### Problem description
Whichever lines include the word "Baycliff", copy them as they appear in the data.

### Available data
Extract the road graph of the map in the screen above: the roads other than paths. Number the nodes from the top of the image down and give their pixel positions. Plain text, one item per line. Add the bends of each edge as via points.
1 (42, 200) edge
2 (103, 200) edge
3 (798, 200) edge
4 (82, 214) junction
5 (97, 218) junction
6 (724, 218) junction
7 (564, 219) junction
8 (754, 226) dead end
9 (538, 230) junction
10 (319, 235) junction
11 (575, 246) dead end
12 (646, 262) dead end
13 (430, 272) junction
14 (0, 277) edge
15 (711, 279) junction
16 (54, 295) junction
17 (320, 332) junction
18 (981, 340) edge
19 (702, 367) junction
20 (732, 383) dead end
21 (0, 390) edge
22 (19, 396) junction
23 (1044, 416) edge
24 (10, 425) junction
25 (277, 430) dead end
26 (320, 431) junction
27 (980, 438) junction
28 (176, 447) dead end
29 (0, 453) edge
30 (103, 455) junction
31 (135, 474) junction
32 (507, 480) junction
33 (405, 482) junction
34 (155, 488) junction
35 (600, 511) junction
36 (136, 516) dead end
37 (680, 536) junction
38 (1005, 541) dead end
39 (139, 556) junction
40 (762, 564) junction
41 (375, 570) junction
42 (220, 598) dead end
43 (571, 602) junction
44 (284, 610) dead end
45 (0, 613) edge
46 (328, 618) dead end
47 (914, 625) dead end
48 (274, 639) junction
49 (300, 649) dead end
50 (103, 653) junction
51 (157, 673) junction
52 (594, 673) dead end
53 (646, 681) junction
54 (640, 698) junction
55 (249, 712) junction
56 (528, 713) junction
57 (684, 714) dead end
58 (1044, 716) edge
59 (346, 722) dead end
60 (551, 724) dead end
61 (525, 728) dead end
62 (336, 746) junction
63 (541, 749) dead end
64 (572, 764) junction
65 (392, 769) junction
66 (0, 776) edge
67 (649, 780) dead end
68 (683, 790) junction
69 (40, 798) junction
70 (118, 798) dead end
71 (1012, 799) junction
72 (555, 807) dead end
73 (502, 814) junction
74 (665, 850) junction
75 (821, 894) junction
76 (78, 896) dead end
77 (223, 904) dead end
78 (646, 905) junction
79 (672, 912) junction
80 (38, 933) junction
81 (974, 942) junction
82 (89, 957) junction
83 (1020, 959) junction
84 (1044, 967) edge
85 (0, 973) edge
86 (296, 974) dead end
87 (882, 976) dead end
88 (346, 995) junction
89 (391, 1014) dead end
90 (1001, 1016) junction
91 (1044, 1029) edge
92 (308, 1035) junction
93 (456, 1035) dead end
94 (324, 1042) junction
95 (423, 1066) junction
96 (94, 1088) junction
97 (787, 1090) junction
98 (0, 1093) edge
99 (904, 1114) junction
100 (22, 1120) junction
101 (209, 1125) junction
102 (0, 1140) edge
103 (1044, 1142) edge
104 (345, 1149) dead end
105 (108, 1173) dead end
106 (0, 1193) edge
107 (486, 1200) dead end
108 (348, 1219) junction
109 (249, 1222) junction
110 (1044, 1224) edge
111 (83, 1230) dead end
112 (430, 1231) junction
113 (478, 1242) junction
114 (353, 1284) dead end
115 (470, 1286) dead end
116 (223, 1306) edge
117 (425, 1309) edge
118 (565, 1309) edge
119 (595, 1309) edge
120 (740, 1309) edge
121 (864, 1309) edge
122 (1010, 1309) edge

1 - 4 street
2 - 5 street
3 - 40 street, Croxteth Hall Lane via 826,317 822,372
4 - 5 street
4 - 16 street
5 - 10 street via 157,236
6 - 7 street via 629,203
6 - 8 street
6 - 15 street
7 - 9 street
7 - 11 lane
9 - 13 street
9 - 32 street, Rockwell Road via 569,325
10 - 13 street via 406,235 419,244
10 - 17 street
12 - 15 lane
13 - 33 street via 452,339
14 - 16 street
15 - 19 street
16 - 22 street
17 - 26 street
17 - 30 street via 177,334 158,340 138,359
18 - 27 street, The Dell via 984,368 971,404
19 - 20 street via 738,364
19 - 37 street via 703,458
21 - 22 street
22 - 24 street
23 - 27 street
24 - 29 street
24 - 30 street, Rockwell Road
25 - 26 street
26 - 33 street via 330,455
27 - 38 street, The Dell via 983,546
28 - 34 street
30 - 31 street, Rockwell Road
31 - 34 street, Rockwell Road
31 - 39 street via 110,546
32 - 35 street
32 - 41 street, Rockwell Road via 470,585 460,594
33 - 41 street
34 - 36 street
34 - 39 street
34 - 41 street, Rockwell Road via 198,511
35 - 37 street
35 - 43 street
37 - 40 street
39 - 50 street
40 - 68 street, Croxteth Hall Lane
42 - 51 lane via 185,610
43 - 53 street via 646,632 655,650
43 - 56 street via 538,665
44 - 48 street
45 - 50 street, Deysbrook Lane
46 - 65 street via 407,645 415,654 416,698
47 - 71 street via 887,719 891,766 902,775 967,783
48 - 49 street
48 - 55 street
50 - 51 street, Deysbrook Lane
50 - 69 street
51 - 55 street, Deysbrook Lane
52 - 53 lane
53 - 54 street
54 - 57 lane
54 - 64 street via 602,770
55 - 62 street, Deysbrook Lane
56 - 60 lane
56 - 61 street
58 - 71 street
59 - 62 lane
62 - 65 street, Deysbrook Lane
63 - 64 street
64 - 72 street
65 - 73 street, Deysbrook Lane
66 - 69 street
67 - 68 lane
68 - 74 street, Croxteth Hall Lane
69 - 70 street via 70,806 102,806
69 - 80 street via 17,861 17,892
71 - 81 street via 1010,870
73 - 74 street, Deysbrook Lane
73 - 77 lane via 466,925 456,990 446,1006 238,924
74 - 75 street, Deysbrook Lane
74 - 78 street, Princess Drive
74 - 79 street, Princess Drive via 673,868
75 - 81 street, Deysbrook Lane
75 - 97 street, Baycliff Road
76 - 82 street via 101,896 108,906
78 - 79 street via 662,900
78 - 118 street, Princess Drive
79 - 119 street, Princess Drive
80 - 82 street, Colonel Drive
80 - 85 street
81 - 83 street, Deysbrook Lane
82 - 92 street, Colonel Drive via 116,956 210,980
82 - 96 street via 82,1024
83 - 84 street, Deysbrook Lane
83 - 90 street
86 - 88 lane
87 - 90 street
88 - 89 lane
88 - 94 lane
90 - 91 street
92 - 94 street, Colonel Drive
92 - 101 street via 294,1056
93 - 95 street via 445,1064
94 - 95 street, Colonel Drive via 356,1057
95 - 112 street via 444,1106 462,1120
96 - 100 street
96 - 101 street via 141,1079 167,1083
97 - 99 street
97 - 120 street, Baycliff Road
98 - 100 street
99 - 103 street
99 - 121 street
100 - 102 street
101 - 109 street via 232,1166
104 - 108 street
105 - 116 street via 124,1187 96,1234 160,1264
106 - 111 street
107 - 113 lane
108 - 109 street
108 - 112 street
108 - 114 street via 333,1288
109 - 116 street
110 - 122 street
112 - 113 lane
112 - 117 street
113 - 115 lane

### Output of the task
75 - 97 street, Baycliff Road
97 - 120 street, Baycliff Road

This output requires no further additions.